Top 100 Ideas: All Hands on Deck

Top100-TheBoatShow

Tom Kaiser
January 11, 2013
Filed under Features, Top Stories

This is one in a series of lessons from the 2012 Boating Industry Top 100. To apply for the 2013 list, visit BoatingIndustry.com/top-100/application/

Where do you find new ideas for moving your dealership forward? In this age of best practices, 20 groups, networking, social media, customer satisfaction surveys and trade publications like Boating Industry, there are countless ways for dealerships to get their fingers on the pulse of emerging business trends and customer sentiment. However, there may be one knowledge base you’ve yet to tap: your employees.

Many corporations and dealerships have preserved a strong top-down mentality that may prevent fresh ideas from some of your non-managerial staff. As we heard from The Boat Shop, of Tafton, Penn., scheduling time to interview each and every staff member on a regular basis has led to ad budget changes, market-specific sales ideas and tangibly improved its customer service efforts.

As part of its Top 100 application where dealerships are also asked what business ideas were implemented in the last year, The Boat Shop said it had immediate success scheduling individual monthly interviews with every one of its 10 employees. The interviews and subsequent ideas have led to major improvements.

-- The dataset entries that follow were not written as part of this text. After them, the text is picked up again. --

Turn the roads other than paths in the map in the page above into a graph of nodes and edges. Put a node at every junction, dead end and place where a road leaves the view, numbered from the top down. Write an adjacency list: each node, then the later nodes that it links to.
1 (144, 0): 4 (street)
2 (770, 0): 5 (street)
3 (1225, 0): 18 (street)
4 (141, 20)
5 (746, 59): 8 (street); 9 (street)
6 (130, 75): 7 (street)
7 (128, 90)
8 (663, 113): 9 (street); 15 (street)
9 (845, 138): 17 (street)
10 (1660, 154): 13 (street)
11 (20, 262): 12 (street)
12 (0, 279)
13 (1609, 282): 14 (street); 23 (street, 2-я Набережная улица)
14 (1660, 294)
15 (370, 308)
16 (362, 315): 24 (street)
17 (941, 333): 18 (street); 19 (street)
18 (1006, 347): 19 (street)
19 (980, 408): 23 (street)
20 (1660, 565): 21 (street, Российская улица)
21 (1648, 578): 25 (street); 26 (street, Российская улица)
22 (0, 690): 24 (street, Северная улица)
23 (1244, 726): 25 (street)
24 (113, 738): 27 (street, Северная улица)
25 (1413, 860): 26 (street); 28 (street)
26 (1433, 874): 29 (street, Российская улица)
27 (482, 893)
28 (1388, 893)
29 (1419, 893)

The Boat Shop’s first implemented change was to increase its advertising budget, and take a more market-specific approach with its marketing. One involved a small lake approximately 40 minutes away from the dealership that has a length restriction. As the new Cobalt 200 met the restriction, the dealer pushed hard to spread the word, which led to selling five boats through referrals and other outreach efforts.

Another area of focus that came to light through staff interviews was online customer response time. While customers have long been able to submit questions by email, the new initiative was able to lower response times to less than one hour — a major improvement.

A new pay scale for the service department was another initiative, designed to increase efficiency and productivity. After going through a trial basis, The Boat Shop realized a significant increase in billable hours.

While none of these are large-scale, revolutionary ideas, seeking out the opinions, ideas and feedback from your entire staff can in itself spark a revolution. Happier customers, increased sales, smartly targeted advertising are serious improvements. Coupling those incremental changes with a staff that feels valued and listened to may be the biggest change of all.